Essentially, #0 has attributes that enable fast-math, and #1 has attributes that do not enable fast-math. For functions with mixed states, clang uses the attributes that do not enable fast-math. It seems to be getting "approx-func-fp-math" wrong, but that may be an issue with the pragma handling. Also, "unsafe-fp-math" seems to encompass 'arcp', 'recip', and 'reassoc' with no way to represent them separately. There also seems to be disagreement between clang and SelectionDAG over whether "unsafe-fp-math" implies 'contract'.
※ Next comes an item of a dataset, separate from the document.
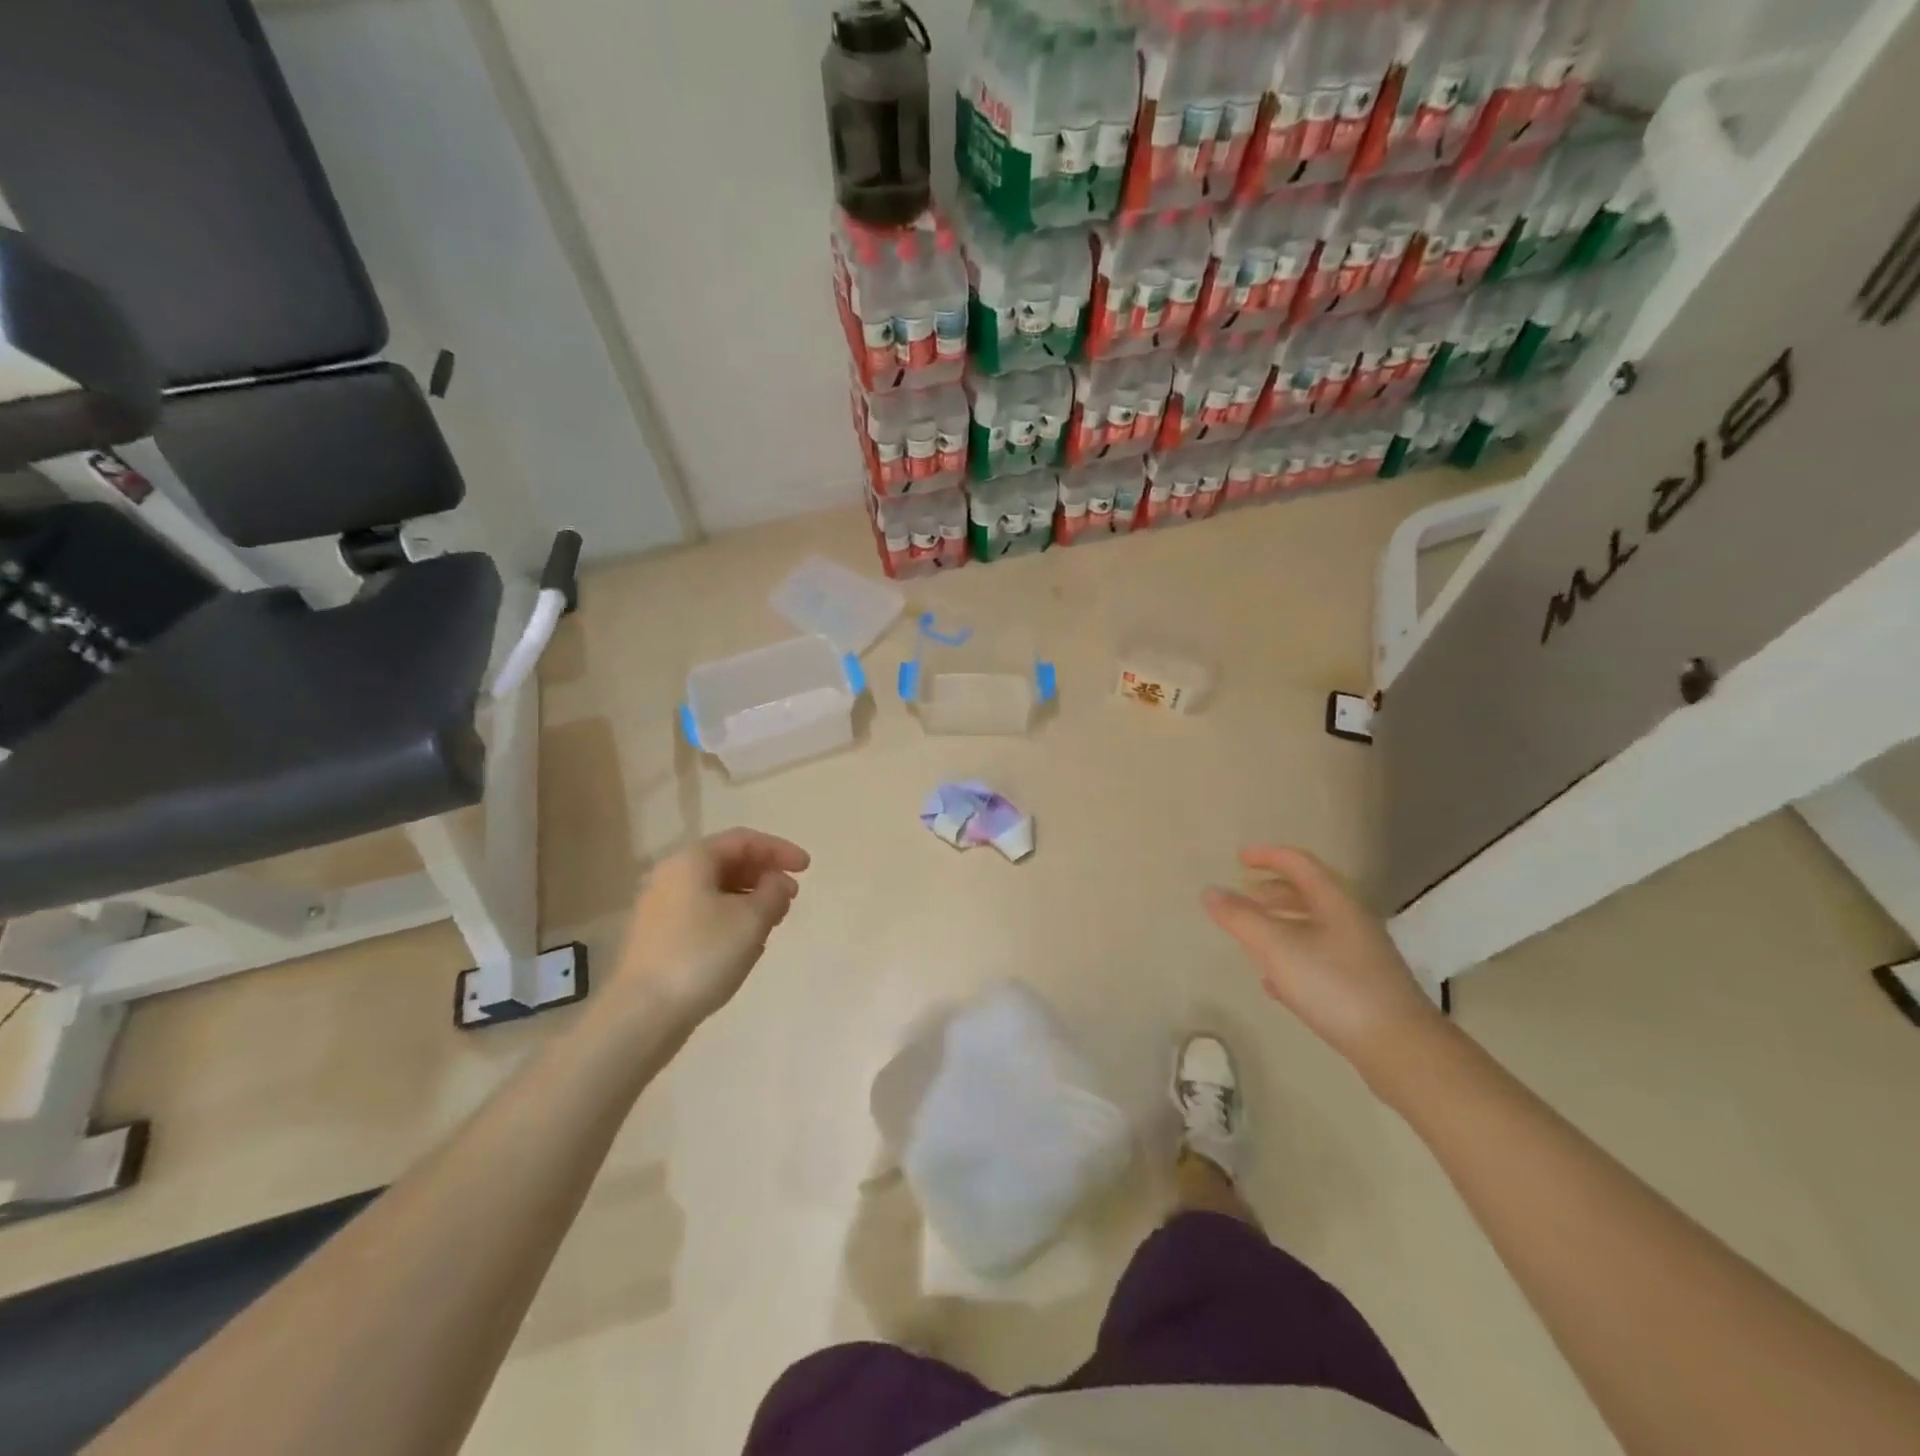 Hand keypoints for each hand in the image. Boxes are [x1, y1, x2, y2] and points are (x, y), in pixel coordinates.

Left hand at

If we had some well-defined relationship between the function attributes and the instruction-level fast math flags and some way of enforcing it, I might be OK with using the function attributes in IR optimization passes. Based on a suggestion Renato Golin made on the mailing list, I think the rules would be:

1. If any instruction has a fast-math flag set, the corresponding function attribute must be omitted or set to false
2. The instruction-level fast-math flags, when set, take precedence over the function attribute
3. If fast-math flags are not set for an instruction but an optimization is enabled by a corresponding function attribute, the optimization is permitted
4. If fast-math flags are not set for an instruction and the corresponding function attribute is not found or is set to false, the optimization is not permitted

Comment 6 Andy Kaylor 2021-11-19 15:50:00 PST

One other thing I wanted to make note of with regard to the function attributes is that the use of function attributes when fast-math is enabled throughout a function has a potential benefit to bitcode size. The way clang generates IR, setting both instruction-level FMF and the function attributes, wouldn't get this benefit, but we could potentially add it as an optimization just before the BitcodeWriter is invoked.

When an instruction has fast-math flags set, the BitcodeWriter emits an extra byte for those flags. If no flags are set, a byte is saved for each instruction. If anyone cared about bitcode size (and I'm pretty sure there are people who do), they could sweep over the IR just before writing the bitcode and remove all instruction level fast-math flags and set the function attribute for functions where all eligible instructions had the same fast-math flags set. There may even be front ends that are already taking advantage of this behavior.